Ran into that once with a client with a low end DSL connection in one of their remote offices. The additional latency caused multiple sync retries and the firewall which was set up for an adaptive (i.e. heuristic) response interpreted the constant multiple sync responses as a potential attack and shut off the port for 30 minutes thereby killing the sync. Half hour later the port would be reenabled and maybe sync would (or wouldn't) work for awhile until it started jackhammering repeat replies.
If it were a static firewall rule it wouldn't work at all - so the fact it worked and then stopped is a good indication that it's something other than a static rule at work.
I do know some ISP's get a little pissy if you're hitting their routers a little too frequently and rapidly. So they may also be throttling something or blocking a port.

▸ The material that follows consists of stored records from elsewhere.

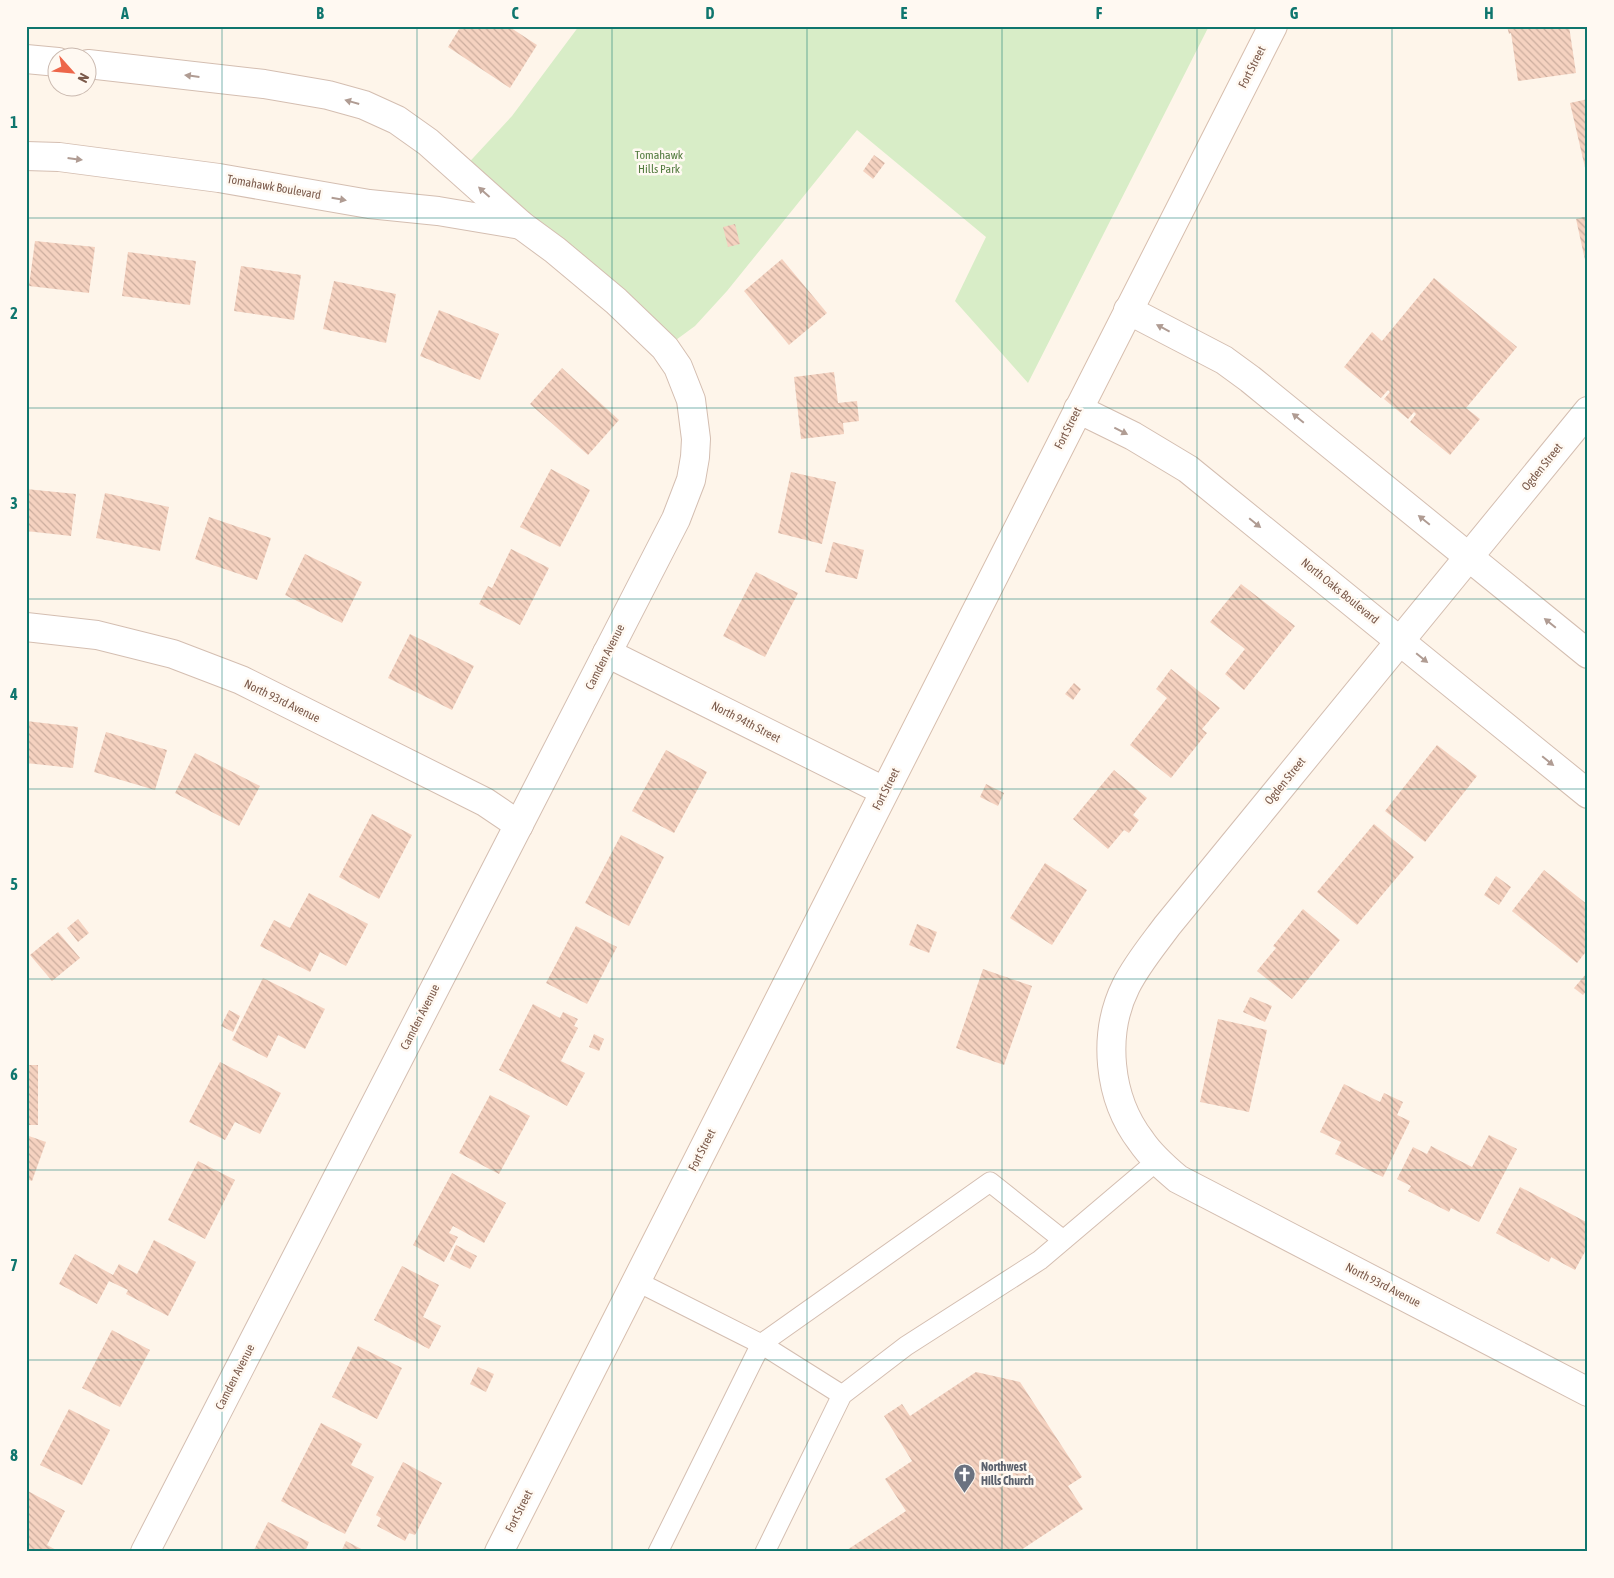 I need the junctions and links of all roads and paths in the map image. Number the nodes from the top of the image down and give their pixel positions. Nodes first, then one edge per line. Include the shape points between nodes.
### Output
1 (1273, 26) edge
2 (26, 59) edge
3 (48, 61) edge
4 (98, 65) edge
5 (26, 156) edge
6 (521, 225) junction
7 (1128, 310) junction
8 (1078, 409) junction
9 (1588, 411) edge
10 (691, 480) joint
11 (1468, 557) junction
12 (26, 627) edge
13 (1400, 640) junction
14 (607, 653) junction
15 (1588, 654) edge
16 (884, 791) junction
17 (1588, 794) edge
18 (519, 825) junction
19 (1158, 1160) junction
20 (1178, 1179) joint
21 (1063, 1240) junction
22 (636, 1281) junction
23 (761, 1344) junction
24 (1588, 1392) edge
25 (842, 1395) junction
26 (145, 1552) edge
27 (499, 1552) edge
28 (658, 1552) edge
29 (765, 1552) edge

1 - 7 street, Fort Street
2 - 3 street
6 -> 4 street, Tomahawk Boulevard via 428,142 397,120 364,105 264,84
5 -> 6 street, Tomahawk Boulevard via 219,178 368,204 438,211
6 - 10 street, Tomahawk Boulevard via 616,301 665,348 678,367 691,400 696,439
7 - 8 street, Fort Street
11 -> 7 street via 1224,360
8 -> 13 street, North Oaks Boulevard via 1188,469
8 - 16 street, Fort Street
9 - 11 street, Ogden Street
10 - 14 street, Camden Avenue via 676,519
11 - 13 street, Ogden Street
15 -> 11 street
12 - 18 street, North 93rd Avenue via 98,635 173,654 241,680 485,802
13 -> 17 street, North Oaks Boulevard
13 - 19 street, Ogden Street via 1167,926 1126,985 1112,1031 1115,1085 1125,1114 1140,1140
14 - 16 street, North 94th Street
14 - 18 street, Camden Avenue
16 - 22 street, Fort Street
18 - 26 street, Camden Avenue
19 - 20 street, Ogden Street
19 - 21 lane
20 - 24 street, North 93rd Avenue
21 - 23 lane via 990,1182
21 - 25 lane via 1040,1260 906,1346
22 - 23 lane
22 - 27 street, Fort Street
23 - 25 lane
23 - 28 lane
25 - 29 lane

In an attempt to cut down on junk mailers, one of the big providers in my area now insists on you only using their outbound SMTP servers. I first found out about that policy change when I got a dozen calls one morning from clients who suddenly could receive but not send any mail. Turns out the announcement was buried in the middle of an e-mail the ISP sent. You know. One of those marketing e-mails nobody ever reads?
The good part was that you could get a "waiver" of that requirement from this ISP. But you needed to call them and provide a justification for why you needed to do that first. Interfacing with your employer's e-mail system was usually deemed sufficient reason.
You could try calling the ISP to see if it might be on their end.